Full Professor - Engineered Therapeutics

About Me

I am a pharmaceutical and entrepreneurial scientist who has a passion to develop engineered therapeutics which are beyond the state-of-the-art therapeutics. My major focus ares are fibrosis and tumor microenvironment. I combine multiple disciplines of peptide chemistry, nanomedicine, molecular biology and bioengineering tools to address challenges of these complex pathologies. 

I have an educational background in Pharmacology and Targeted Drug Delivery. I obtained PhD (cum laude) in 2006 from University of Groningen (The Netherlands) to design drug targeting strategies against kidney fibrosis. I then worked as a Vice President – Preclinical Research at BiOrion Technologies with a joint position at the University of Groningen. In 2011, I joined Karolinska Institutet in Stockholm as Forskarassistent (Assistant Professor) by receiving several prestigious grants Swedish Cancer Foundation grant, Marie Curie Career Integration Grant and Swedish Research Council young researcher grant. I set up a team to research on finding new targets in the tumor microenvironment, in particular in cancer-associated fibroblasts (CAFs). Then I was offered a Tenure-Track professor position at University of Twente to set up the new line of tumor microenvironment and targeted therapeutics. In the past years, I have gained unique expertise in finding therapeutic targets in CAFs and immune cells and cell-specific targeting strategies to re-program the tumor microenvironment.

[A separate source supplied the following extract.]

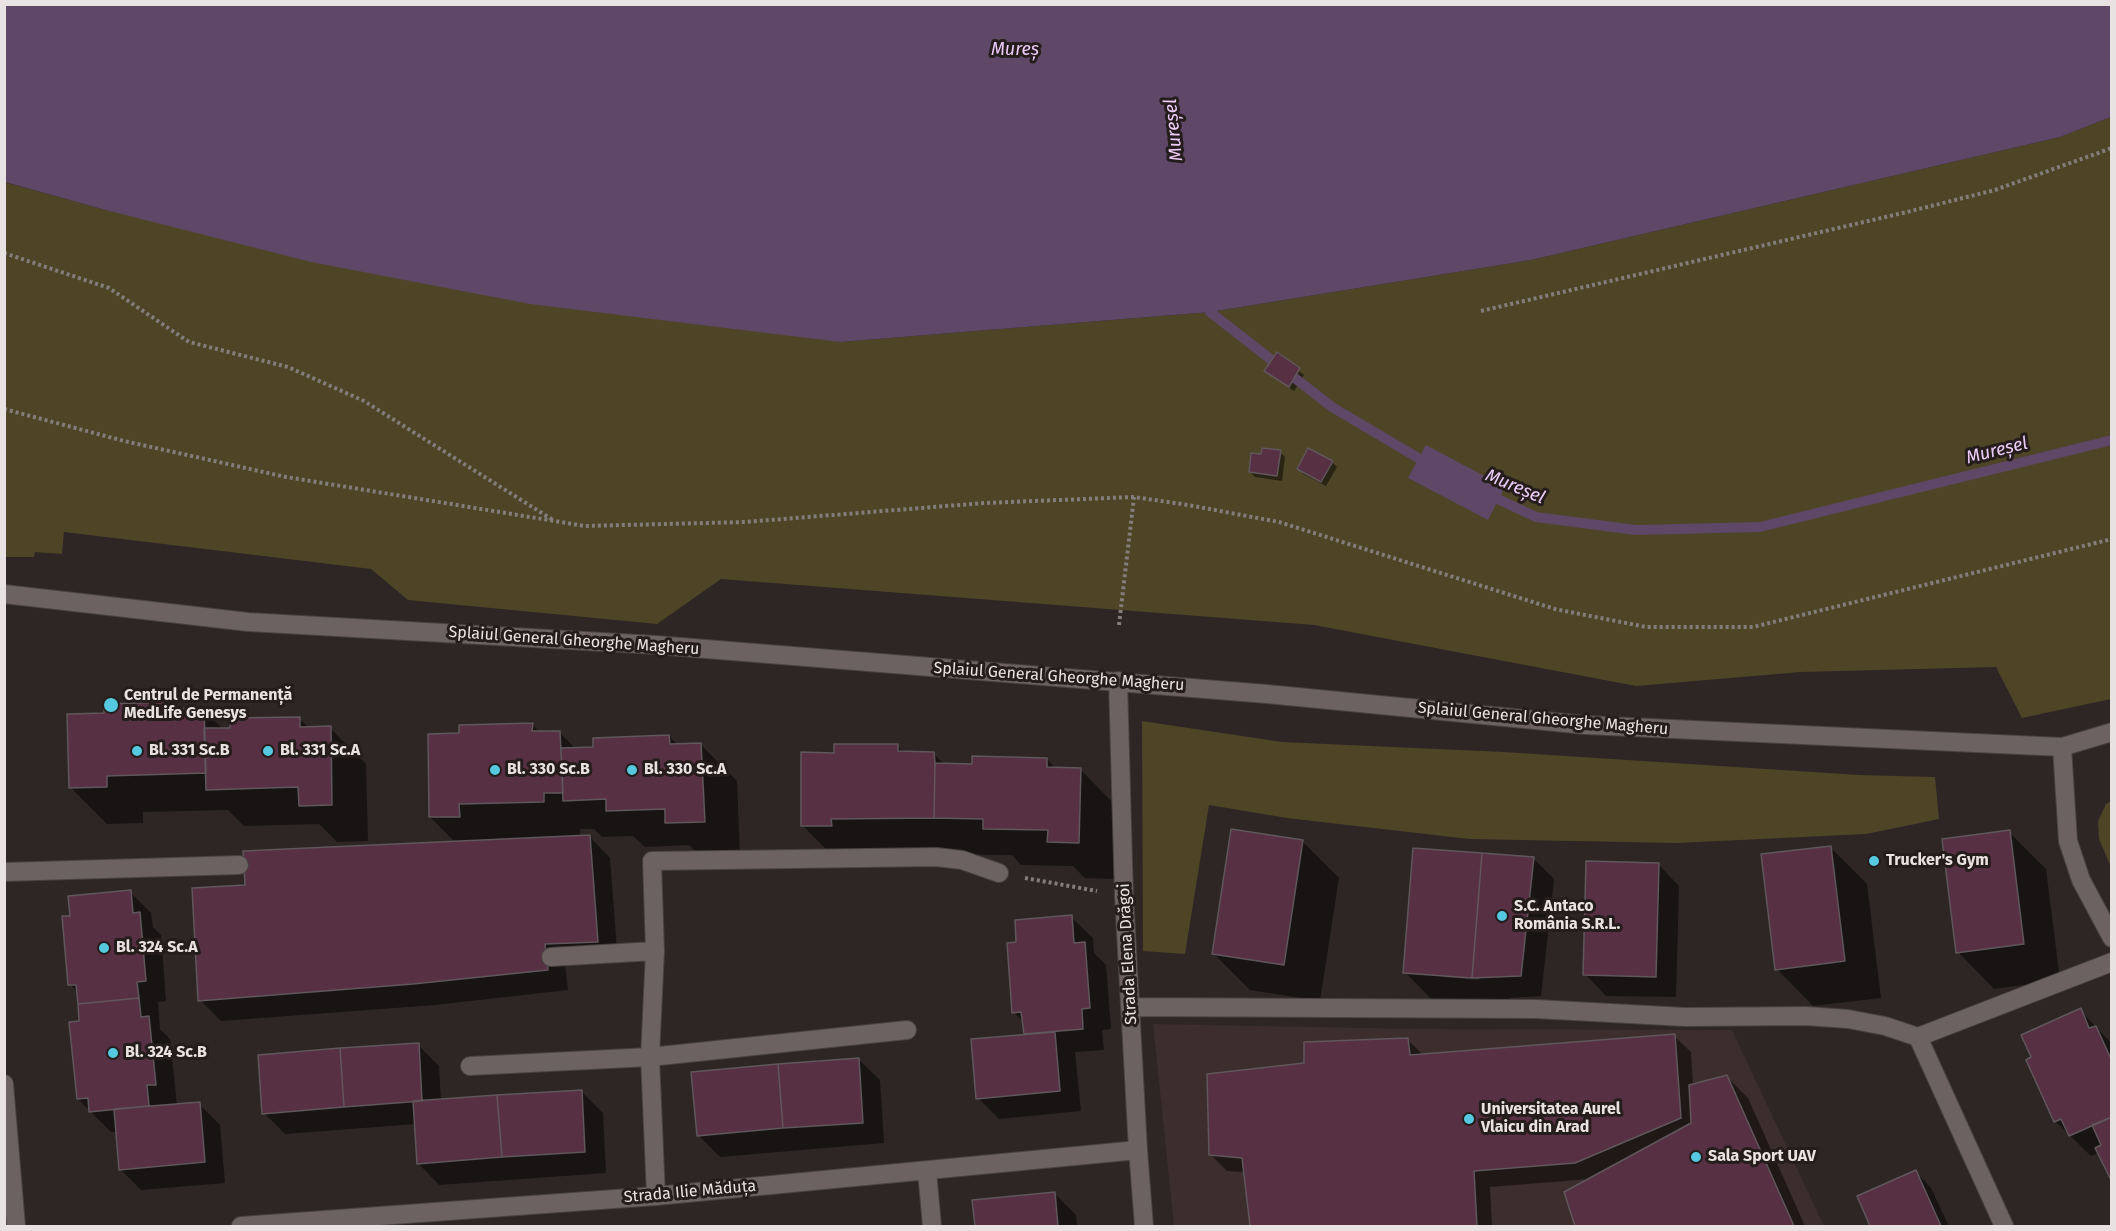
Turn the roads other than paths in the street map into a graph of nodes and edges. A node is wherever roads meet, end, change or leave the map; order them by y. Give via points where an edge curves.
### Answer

I have set up a team to develop 3D bioengineered tumor models to test novel engineered therapeutics. In 2019, I visited School of Engineering and Applied Sciences (SEAS) in Harvard University for a few months and initiated new research lines and research collaborations.

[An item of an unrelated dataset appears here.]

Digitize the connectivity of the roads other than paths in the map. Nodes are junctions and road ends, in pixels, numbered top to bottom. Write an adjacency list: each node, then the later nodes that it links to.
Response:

Based on my inventions, I have founded a spin-off company ScarTec Therapeutics, which is developing novel peptide therapeutics for the treatment of organ fibrosis and tumor stroma. ScarTec has received NWO Take-off phase-1, phase-2 and H2020 SME phase-1 funding.

Besides this, I am currently serving as the President of Controlled Release Society (CRS) chapter for BeNeLux and France region.

Expertise

Chemistry
Drug
Stellate Crystal
Medicine & Life Sciences
Cancer-Associated Fibroblasts
Fibrosis
Hepatic Stellate Cells
Liver Cirrhosis
Neoplasms
Pancreatic Stellate Cells

Ancillary Activities

  • ScarTec Therapeutics
    ScarTec Therapeutics

Research

The lab is carrying out dynamic inter-disciplinary research in the field of peptide therapeutics, cell-specific targeted delivery and nanomedicine for the indications in the field of fibrotic diseases and (immuno)-oncology. 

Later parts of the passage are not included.